• Brief
Look through the records below and state how many lines carry the string "lane", adding nothing.
►
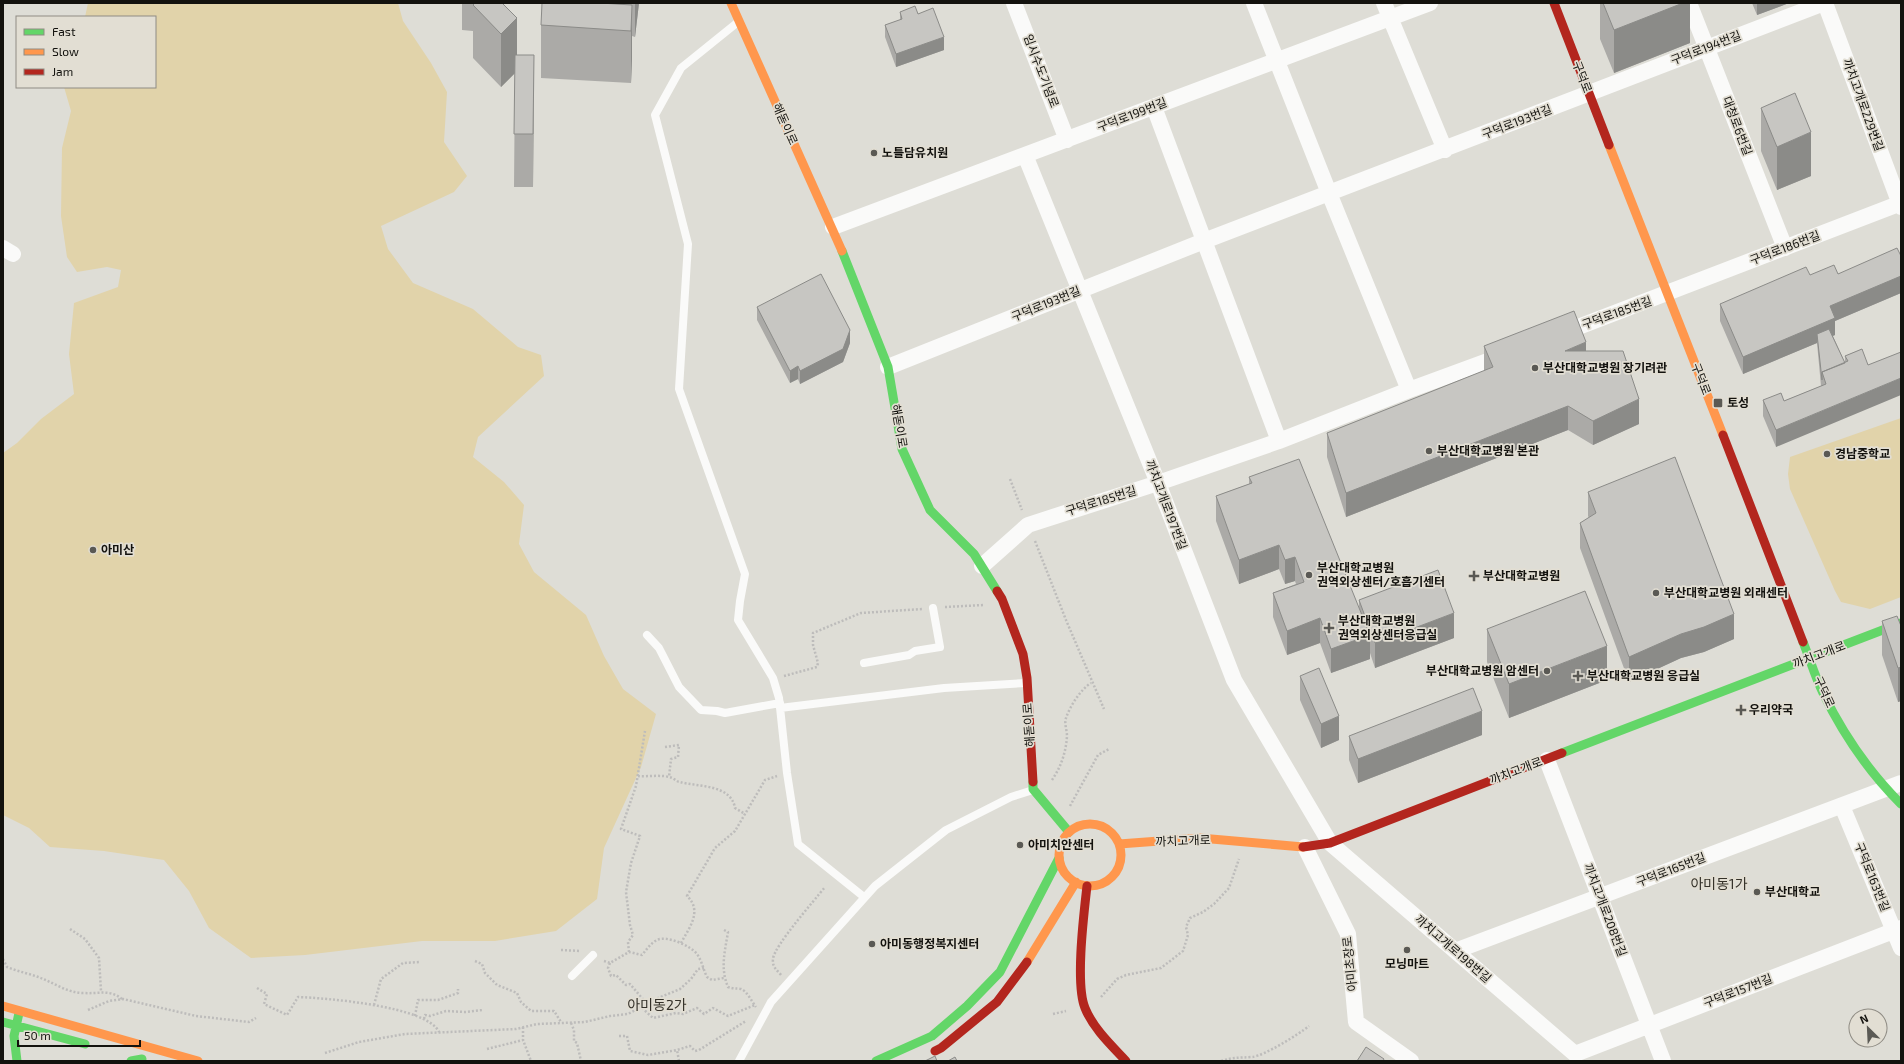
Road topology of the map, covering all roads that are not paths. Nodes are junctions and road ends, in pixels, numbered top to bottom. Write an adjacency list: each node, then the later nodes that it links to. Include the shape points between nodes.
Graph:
1 (731, 3): 10 (main road, 해돋이로)
2 (1014, 3): 15 (street, 임시수도기념로)
3 (1254, 3): 12 (street)
4 (1384, 3): 9 (street)
5 (1430, 3): 9 (street, 구덕로199번길)
6 (1554, 3): 13 (main road, 구덕로)
7 (1689, 3): 11 (street, 대청로6번길)
8 (1824, 3): 11 (street, 구덕로194번길); 19 (street, 까치고개로229번길)
9 (1390, 18): 12 (street, 구덕로199번길); 16 (street)
10 (739, 21): 20 (main road, 해돋이로); 38 (lane, via 681,68 655,115 688,244 679,388 745,574 738,620 774,680)
11 (1707, 48): 13 (street, 구덕로194번길); 22 (street, 대청로6번길)
12 (1277, 60): 14 (street, 구덕로199번길); 18 (street)
13 (1589, 94): 16 (street, 구덕로193번길); 24 (main road, 구덕로)
14 (1154, 107): 15 (street, 구덕로199번길); 21 (street)
15 (1067, 140): 17 (street, 구덕로199번길)
16 (1445, 150): 18 (street, 구덕로193번길)
17 (1024, 155): 20 (street, 구덕로199번길); 23 (street, 까치고개로197번길)
18 (1328, 193): 21 (street, 구덕로193번길); 28 (street)
19 (1901, 205): 22 (street, 구덕로186번길)
20 (833, 227): 27 (main road, 해돋이로)
21 (1204, 241): 23 (street, 구덕로193번길); 29 (street)
22 (1785, 248): 24 (street, 구덕로186번길)
23 (1080, 290): 27 (street, 구덕로193번길); 30 (street, 까치고개로197번길)
24 (1668, 294): 25 (street, 구덕로185번길); 35 (main road, 구덕로)
25 (1542, 340)
26 (1520, 349): 28 (street, 구덕로185번길)
27 (888, 368): 31 (main road, 해돋이로, via 902,450 930,510 974,554)
28 (1409, 390): 29 (street, 구덕로185번길)
29 (1279, 442): 30 (street, 구덕로185번길)
30 (1158, 483): 31 (street, 구덕로185번길, via 1028,525); 46 (street, 까치고개로197번길, via 1234,680)
31 (982, 566): 37 (main road, 해돋이로, via 1002,599 1023,654)
32 (933, 608): 36 (lane, via 940,647)
33 (1901, 623): 35 (main road, 까치고개로)
34 (647, 635): 38 (lane, via 659,648 679,687 701,710 725,713)
35 (1809, 658): 39 (main road, 까치고개로); 41 (main road, 구덕로, via 1823,693 1856,751)
36 (864, 663)
37 (1027, 683): 38 (lane, via 944,688); 42 (main road, 해돋이로)
38 (780, 706): 52 (lane, via 798,844)
39 (1547, 760): 46 (main road, 까치고개로); 53 (street, 까치고개로208번길)
40 (1901, 783): 41 (street)
41 (1886, 789): 43 (main road, 구덕로); 44 (street, 구덕로165번길)
42 (1036, 792): 45 (main road); 52 (lane, via 1011,797 946,830)
43 (1901, 804)
44 (1842, 806): 53 (street, 구덕로165번길); 56 (street, 구덕로163번길)
45 (1069, 832): 47 (main road, via 1087,824 1097,825 1114,835); 49 (main road, via 1061,844)
46 (1330, 843): 48 (main road, 까치고개로); 58 (street, 까치고개로198번길)
47 (1119, 844): 48 (main road, 까치고개로, via 1200,838); 51 (main road, via 1121,854 1115,873 1098,885)
48 (1305, 847): 78 (street, 아미초장로, via 1348,934 1356,1022)
49 (1059, 858): 50 (main road, via 1064,872); 76 (main road, via 1000,972 967,1006 932,1036)
50 (1076, 882): 51 (main road); 55 (main road)
51 (1087, 886): 54 (main road)
52 (864, 897): 75 (lane, via 771,1002)
53 (1600, 897): 58 (street, 구덕로165번길); 64 (street, 까치고개로208번길)
54 (1084, 923): 55 (main road, via 1071,917 1061,917); 77 (main road, via 1084,1007 1103,1036)
55 (1048, 926): 69 (main road, via 1039,945 997,1002 941,1048)
56 (1897, 929): 57 (street, 구덕로163번길); 64 (street, 구덕로157번길)
57 (1901, 948)
58 (1455, 951): 70 (street, 까치고개로198번길)
59 (593, 955): 60 (lane)
60 (572, 976)
61 (3, 1006): 62 (main road)
62 (19, 1010): 65 (main road); 74 (main road)
63 (3, 1022): 65 (main road)
64 (1649, 1026): 70 (street, 구덕로157번길); 79 (street, 까치고개로208번길)
65 (16, 1027): 67 (main road); 68 (main road)
66 (3, 1030): 68 (main road, via 10,1037)
67 (91, 1046)
68 (15, 1050): 73 (main road)
69 (927, 1054)
70 (1575, 1054)
71 (129, 1058): 72 (main road)
72 (144, 1060)
73 (17, 1061)
74 (198, 1061)
75 (739, 1061)
76 (876, 1061)
77 (1126, 1061)
78 (1411, 1061)
79 (1663, 1061)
◄
• Written solution
8